**Work instructions**
Go through the data and tally the lines that include "dead". The reply is that number alone.

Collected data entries
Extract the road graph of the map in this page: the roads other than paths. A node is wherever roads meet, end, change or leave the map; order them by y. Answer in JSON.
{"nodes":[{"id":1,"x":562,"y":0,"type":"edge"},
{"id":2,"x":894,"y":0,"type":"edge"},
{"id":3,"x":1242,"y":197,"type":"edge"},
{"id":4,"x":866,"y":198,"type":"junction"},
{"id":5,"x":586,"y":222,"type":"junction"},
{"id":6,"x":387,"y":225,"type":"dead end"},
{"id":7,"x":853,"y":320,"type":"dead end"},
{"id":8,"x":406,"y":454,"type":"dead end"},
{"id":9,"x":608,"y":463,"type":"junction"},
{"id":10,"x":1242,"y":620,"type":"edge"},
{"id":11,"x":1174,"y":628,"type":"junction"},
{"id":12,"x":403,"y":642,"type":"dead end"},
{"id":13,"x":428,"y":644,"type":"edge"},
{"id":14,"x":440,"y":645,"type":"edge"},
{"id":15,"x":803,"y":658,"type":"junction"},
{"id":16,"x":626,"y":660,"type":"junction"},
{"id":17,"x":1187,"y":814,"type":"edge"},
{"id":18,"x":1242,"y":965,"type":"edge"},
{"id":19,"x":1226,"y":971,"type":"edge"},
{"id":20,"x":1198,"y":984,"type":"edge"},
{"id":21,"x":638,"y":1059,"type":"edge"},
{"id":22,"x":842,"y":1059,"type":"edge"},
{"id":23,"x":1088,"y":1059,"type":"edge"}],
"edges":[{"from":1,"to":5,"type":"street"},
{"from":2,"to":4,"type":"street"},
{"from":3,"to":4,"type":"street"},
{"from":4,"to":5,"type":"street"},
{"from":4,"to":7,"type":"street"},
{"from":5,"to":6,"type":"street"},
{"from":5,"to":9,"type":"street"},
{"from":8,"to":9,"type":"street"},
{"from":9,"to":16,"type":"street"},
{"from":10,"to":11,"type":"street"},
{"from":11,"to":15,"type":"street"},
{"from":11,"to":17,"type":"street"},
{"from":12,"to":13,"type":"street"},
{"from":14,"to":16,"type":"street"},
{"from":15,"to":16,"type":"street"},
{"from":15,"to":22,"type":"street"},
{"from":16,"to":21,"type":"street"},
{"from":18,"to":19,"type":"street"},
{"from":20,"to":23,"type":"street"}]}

**Finished exercise**
4